*** Opening RECORDS SHOWN ***

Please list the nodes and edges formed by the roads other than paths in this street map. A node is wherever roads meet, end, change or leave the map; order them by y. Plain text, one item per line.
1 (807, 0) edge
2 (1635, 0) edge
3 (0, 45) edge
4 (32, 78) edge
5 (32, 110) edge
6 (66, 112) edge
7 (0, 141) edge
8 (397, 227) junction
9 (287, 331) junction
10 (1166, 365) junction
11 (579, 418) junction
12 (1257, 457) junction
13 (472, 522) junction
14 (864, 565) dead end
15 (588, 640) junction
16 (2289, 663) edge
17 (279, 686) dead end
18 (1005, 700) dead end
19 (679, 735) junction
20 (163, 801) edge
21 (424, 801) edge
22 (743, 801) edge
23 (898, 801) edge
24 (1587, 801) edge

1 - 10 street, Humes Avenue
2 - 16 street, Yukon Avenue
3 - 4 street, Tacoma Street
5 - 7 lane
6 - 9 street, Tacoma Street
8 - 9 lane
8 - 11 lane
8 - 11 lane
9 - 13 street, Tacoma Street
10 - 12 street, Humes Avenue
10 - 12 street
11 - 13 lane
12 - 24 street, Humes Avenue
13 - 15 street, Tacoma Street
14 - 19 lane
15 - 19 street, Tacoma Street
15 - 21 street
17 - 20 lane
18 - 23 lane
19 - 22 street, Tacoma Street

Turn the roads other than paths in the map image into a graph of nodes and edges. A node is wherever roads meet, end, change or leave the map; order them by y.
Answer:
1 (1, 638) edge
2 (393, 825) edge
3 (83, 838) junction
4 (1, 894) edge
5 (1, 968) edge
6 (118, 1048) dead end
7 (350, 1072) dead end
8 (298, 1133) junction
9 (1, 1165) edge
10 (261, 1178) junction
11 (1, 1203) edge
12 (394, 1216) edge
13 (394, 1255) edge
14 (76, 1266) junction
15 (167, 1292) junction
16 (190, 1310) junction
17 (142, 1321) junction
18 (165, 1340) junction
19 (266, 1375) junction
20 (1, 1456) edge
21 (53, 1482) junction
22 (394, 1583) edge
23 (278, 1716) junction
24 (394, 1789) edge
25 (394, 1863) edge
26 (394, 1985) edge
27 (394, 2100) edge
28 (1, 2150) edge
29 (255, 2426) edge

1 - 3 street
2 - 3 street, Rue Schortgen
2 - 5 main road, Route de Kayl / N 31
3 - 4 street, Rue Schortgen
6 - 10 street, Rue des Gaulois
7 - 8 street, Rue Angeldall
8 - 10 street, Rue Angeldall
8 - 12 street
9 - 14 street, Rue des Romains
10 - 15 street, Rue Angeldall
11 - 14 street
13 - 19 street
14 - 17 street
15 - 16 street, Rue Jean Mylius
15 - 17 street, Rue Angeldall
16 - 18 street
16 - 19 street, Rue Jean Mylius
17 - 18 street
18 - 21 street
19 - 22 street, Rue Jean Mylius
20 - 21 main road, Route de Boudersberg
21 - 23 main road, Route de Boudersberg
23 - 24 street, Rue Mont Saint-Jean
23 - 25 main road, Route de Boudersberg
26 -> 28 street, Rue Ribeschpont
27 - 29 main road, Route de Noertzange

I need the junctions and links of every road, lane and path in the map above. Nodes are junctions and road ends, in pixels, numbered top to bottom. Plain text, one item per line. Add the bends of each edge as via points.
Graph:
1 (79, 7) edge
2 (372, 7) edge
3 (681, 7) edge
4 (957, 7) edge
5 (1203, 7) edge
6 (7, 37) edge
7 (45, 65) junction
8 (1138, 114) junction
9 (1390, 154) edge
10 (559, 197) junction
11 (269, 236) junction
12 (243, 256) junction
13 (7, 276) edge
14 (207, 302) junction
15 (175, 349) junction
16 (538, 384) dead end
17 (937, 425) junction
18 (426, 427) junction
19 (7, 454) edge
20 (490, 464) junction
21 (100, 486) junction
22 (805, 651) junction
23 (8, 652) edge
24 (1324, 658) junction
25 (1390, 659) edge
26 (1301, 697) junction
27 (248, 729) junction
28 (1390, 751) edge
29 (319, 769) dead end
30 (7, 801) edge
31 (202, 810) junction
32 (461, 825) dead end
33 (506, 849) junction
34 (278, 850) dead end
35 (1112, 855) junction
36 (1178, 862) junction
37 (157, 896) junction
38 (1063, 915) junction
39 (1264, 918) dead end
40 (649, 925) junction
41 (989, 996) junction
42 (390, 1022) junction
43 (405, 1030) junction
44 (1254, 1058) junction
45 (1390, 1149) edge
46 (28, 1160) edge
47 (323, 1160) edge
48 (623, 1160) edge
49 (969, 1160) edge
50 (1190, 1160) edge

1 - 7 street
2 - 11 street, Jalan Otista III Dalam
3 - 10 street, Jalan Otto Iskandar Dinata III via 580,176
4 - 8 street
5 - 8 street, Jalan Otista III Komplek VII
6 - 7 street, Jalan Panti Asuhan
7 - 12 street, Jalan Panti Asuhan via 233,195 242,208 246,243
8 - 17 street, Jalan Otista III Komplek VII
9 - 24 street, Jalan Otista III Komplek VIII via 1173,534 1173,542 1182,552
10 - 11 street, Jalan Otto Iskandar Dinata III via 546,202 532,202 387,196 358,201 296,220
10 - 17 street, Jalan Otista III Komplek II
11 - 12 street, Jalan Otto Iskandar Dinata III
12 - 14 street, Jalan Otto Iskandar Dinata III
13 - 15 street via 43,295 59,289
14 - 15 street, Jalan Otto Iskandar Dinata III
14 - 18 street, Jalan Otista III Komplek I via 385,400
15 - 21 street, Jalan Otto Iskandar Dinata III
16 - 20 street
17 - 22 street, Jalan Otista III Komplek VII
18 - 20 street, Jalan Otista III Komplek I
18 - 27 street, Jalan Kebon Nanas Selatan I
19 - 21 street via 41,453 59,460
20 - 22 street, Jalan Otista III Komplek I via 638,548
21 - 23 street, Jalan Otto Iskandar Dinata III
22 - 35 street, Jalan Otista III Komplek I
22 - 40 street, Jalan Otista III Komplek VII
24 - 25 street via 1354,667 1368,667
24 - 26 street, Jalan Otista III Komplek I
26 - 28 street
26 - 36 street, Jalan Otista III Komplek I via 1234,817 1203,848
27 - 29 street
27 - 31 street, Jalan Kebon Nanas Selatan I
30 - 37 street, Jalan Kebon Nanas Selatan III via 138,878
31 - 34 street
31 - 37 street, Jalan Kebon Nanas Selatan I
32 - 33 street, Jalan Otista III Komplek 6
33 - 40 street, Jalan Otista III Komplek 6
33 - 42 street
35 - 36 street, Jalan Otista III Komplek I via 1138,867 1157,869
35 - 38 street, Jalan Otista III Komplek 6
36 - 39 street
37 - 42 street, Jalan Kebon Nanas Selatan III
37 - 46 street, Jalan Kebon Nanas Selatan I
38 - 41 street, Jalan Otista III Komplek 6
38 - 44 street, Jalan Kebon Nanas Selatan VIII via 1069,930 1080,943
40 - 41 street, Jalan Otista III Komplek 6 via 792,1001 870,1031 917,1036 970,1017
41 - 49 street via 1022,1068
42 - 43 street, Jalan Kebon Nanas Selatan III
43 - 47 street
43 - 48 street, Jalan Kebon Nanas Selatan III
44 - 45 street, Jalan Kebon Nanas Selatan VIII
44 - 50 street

*** Closing RECORDS SHOWN ***

> [ACTION ITEM]
Your task is to gather all lines from the entries above that hold the word "VIII".

> [RESULT OF THIS TASK]
9 - 24 street, Jalan Otista III Komplek VIII via 1173,534 1173,542 1182,552
38 - 44 street, Jalan Kebon Nanas Selatan VIII via 1069,930 1080,943
44 - 45 street, Jalan Kebon Nanas Selatan VIII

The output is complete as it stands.